Resort to the responsibility to protect, although cited by some commentators in reference to the resolution, is unnecessary to the legal authority of the resolution. The three-prong authorization of force falls easily within prior precedents predicated on a finding of a threat to peace or breach of peace under Chapter VII and authorization of collectively authorized humanitarian intervention within the term threat to peace.
Indeed, the crimes precedent to triggering the responsibility to protect may or may not have been sufficiently established to give rise to the responsibility. This responsibility is triggered only when a state has “manifestly” failed to protect its population from acts constituting genocide, war crimes, ethnic cleansing, or crimes against humanity.
The resolution refers to Libya’s responsibility to protect the Libyan population, the “widespread and systematic attacks in the Libyan Arab Jamahariya” which “may amount to crimes against humanity,” and the referral to the International Criminal Court of these possible crimes. It does not declare that Libya has committed any of these crimes. More importantly, a state’s failure to protect its own population from these crimes triggers a collective responsibility to protect using peaceful measures. With respect to force, the formulation says only that the international community is “prepared” to use force in such circumstances, not that it has an affirmative responsibility to do so. In short, resort to force remains as discretionary in terms of Security Council authorization as it was when predicated on a threat to peace.

Japan
Earthquakes, tsunamis, and climate disruption have focused international attention on environmental disasters, natural and anthropocentric, and the ability of the global community to respond adequately and immediately. Whatever the magnitude of the humanitarian violations in Libya, they are eclipsed by the sheer magnitude of the earthquake, tsunami, and nuclear disaster in Japan. (credit for NOAA animated model)

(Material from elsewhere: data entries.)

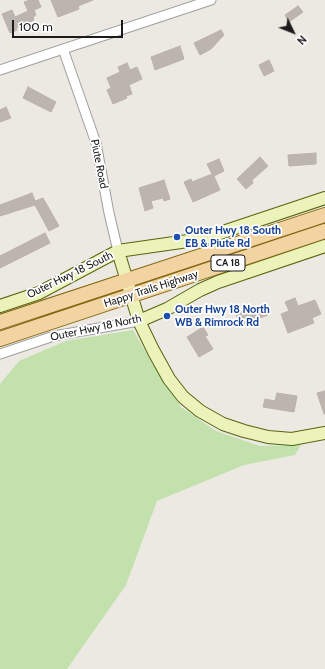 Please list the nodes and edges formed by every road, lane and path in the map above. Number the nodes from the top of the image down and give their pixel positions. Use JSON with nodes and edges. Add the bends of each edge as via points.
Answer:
{"nodes":[{"id":1,"x":210,"y":0,"type":"edge"},
{"id":2,"x":63,"y":49,"type":"junction"},
{"id":3,"x":0,"y":70,"type":"edge"},
{"id":4,"x":325,"y":198,"type":"edge"},
{"id":5,"x":325,"y":215,"type":"edge"},
{"id":6,"x":325,"y":231,"type":"edge"},
{"id":7,"x":325,"y":246,"type":"edge"},
{"id":8,"x":118,"y":251,"type":"junction"},
{"id":9,"x":126,"y":280,"type":"junction"},
{"id":10,"x":131,"y":295,"type":"junction"},
{"id":11,"x":0,"y":306,"type":"edge"},
{"id":12,"x":139,"y":321,"type":"junction"},
{"id":13,"x":0,"y":322,"type":"edge"},
{"id":14,"x":0,"y":339,"type":"edge"},
{"id":15,"x":0,"y":354,"type":"edge"},
{"id":16,"x":325,"y":433,"type":"edge"}],
"edges":[{"from":1,"to":2,"type":"street"},
{"from":2,"to":3,"type":"street"},
{"from":2,"to":8,"type":"street","name":"Piute Road","via":[[96,144],[108,213]]},
{"from":4,"to":8,"type":"street","name":"Outer Hwy 18 South","via":[[202,239]]},
{"from":5,"to":9,"type":"main road","name":"Happy Trails Highway","number":"CA 18"},
{"from":6,"to":10,"type":"main road","name":"Happy Trails Highway","number":"CA 18"},
{"from":7,"to":12,"type":"street","name":"Outer Hwy 18 North","via":[[218,282]]},
{"from":8,"to":9,"type":"street","name":"Piute Road"},
{"from":8,"to":11,"type":"street","name":"Outer Hwy 18 South","via":[[39,292]]},
{"from":9,"to":10,"type":"street","name":"Piute Road"},
{"from":9,"to":13,"type":"main road","name":"Happy Trails Highway","number":"CA 18"},
{"from":10,"to":12,"type":"street","name":"Piute Road"},
{"from":10,"to":14,"type":"main road","name":"Happy Trails Highway","number":"CA 18"},
{"from":12,"to":15,"type":"street","name":"Outer Hwy 18 North","via":[[54,336]]},
{"from":12,"to":16,"type":"street","name":"Piute Road","via":[[169,379],[183,397],[200,411],[223,424],[268,437],[292,439]]}]}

UN officials, including Secretary-General Ban Ki-moon, have been quick to deny that the responsibility to protect applies to environmental crises, including specifically climate change and its consequences. Nevertheless, the four specified crimes can encompass situations of abusive governments or non-state actors inflicting environmental damage.
In Iraq, for example, Saddam Hussein's destruction of the natural resources essential to living conditions of the Marsh Arabs could have been considered “deliberately inflicting conditions of life calculated” to bring about the physical destruction of the group in whole or in part.

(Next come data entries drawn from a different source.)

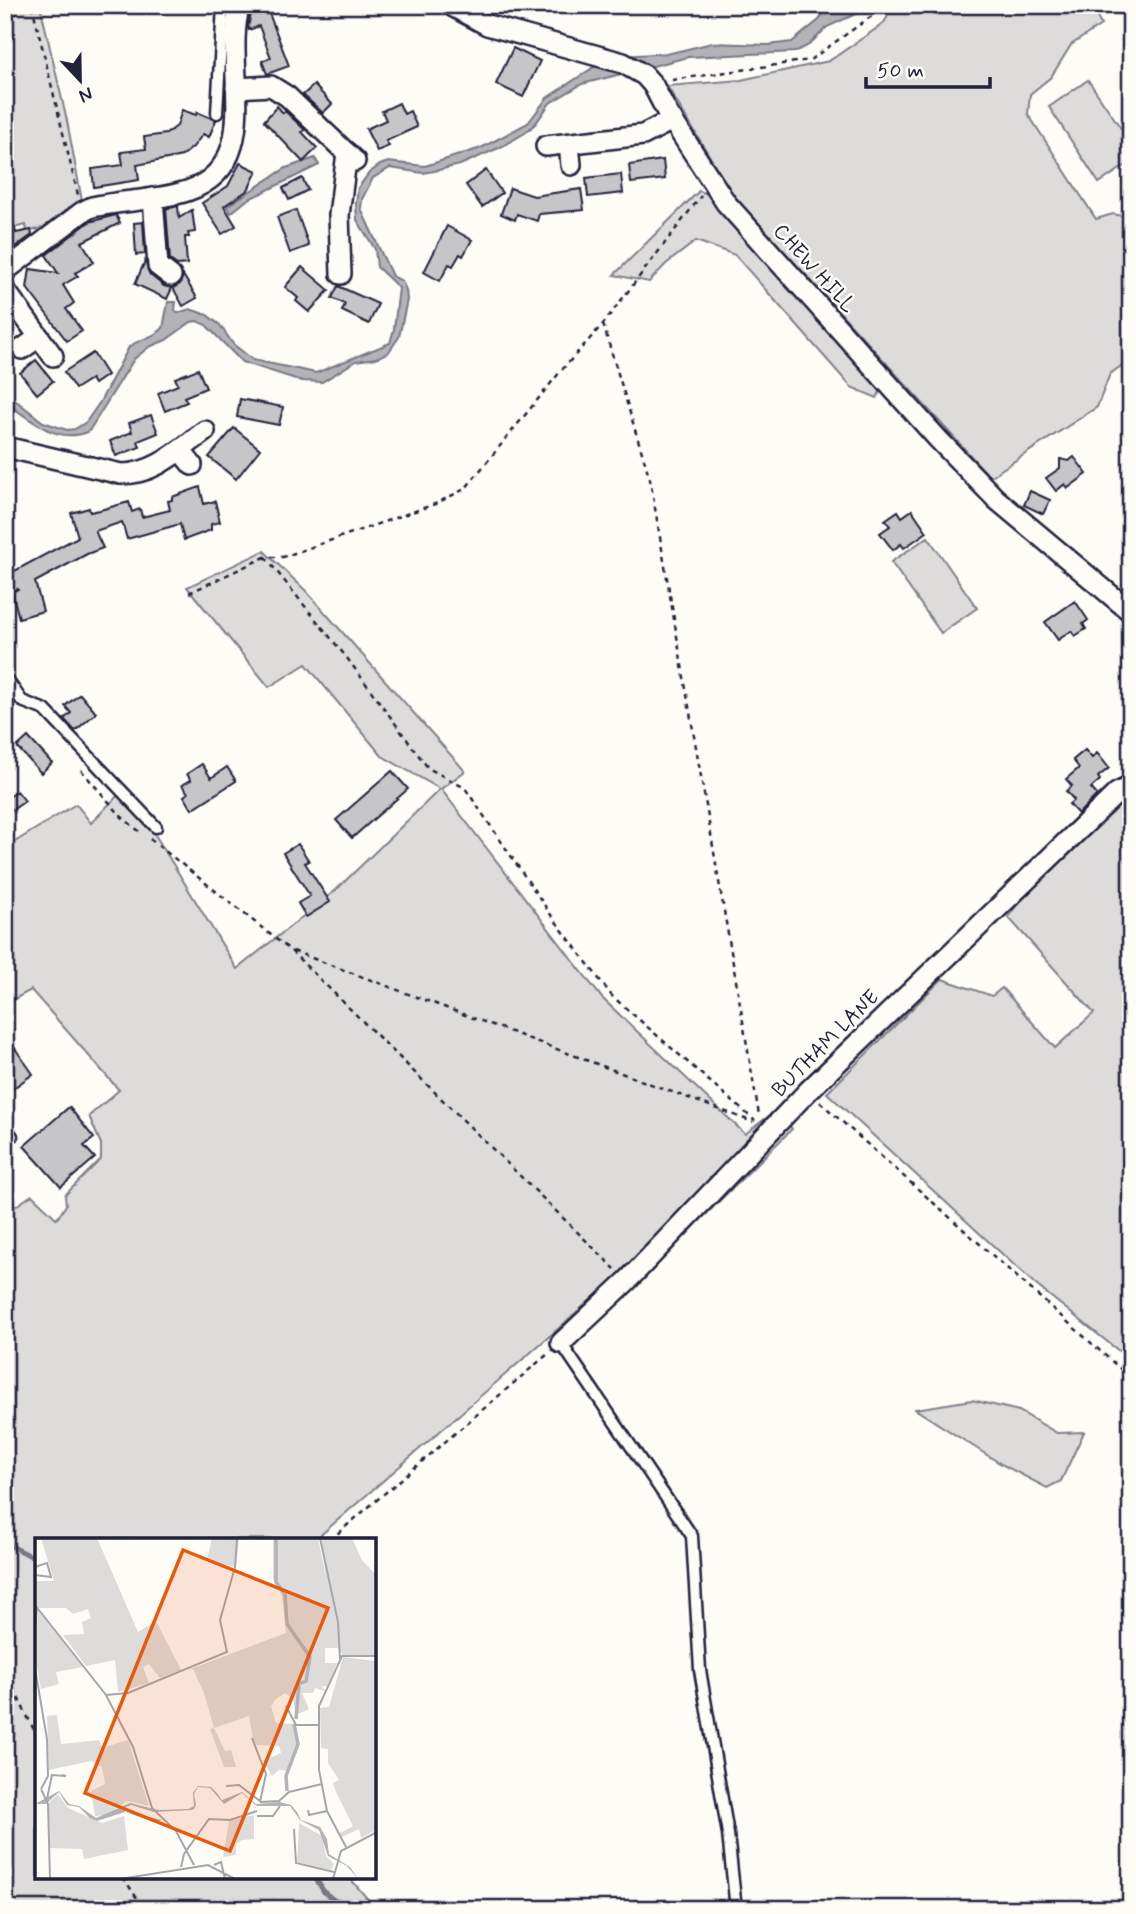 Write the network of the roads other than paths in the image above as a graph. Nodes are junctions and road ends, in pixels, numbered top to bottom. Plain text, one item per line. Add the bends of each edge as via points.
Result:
1 (223, 5) edge
2 (240, 5) edge
3 (450, 5) edge
4 (236, 89) junction
5 (217, 113) dead end
6 (672, 120) junction
7 (569, 144) junction
8 (546, 146) dead end
9 (571, 165) dead end
10 (153, 198) junction
11 (5, 271) edge
12 (341, 274) dead end
13 (171, 276) dead end
14 (5, 290) edge
15 (39, 337) junction
16 (22, 349) dead end
17 (53, 356) dead end
18 (205, 431) dead end
19 (5, 447) edge
20 (1131, 611) edge
21 (5, 677) edge
22 (1131, 786) edge
23 (156, 827) dead end
24 (561, 1343) joint
25 (736, 1909) edge

1 - 5 lane
2 - 4 street via 235,27
3 - 6 street, CHEW HILL via 487,25 623,63 644,75
4 - 10 street via 234,141 217,173 186,191
4 - 12 street via 271,86 351,157 339,215
6 - 7 street via 643,135
6 - 20 street, CHEW HILL via 726,203 938,439 996,499
7 - 8 street
7 - 9 street
10 - 11 street via 82,212
10 - 13 street via 158,266
14 - 15 street
15 - 16 street
15 - 17 street
18 - 19 street via 186,457 136,474
21 - 23 lane via 22,701 45,710
22 - 24 street, BUTHAM LANE via 1117,793 808,1091 627,1281
24 - 25 lane via 692,1536 700,1670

The ICISS formulation calls for intervention even by force whenever there is large-scale loss of life, coupled with a state’s unwillingness or inability to act.
The reality of a deteriorating planet and multiple environmental disasters, which even the most well-prepared and well-intentioned state may find itself unable to address, highlights the shortsightedness in the UN position that the responsibility to protect should not be formulated to address environmental disasters.
Is there a humanitarian disaster which calls for global responsibility to respond and protect, with or without a state’s consent, more than a convergence of environmental disasters?
There is a pressing need for reconsideration of the responsibility in an environmental context, before the next disaster occurs in a state that is unable, and unwilling, to act.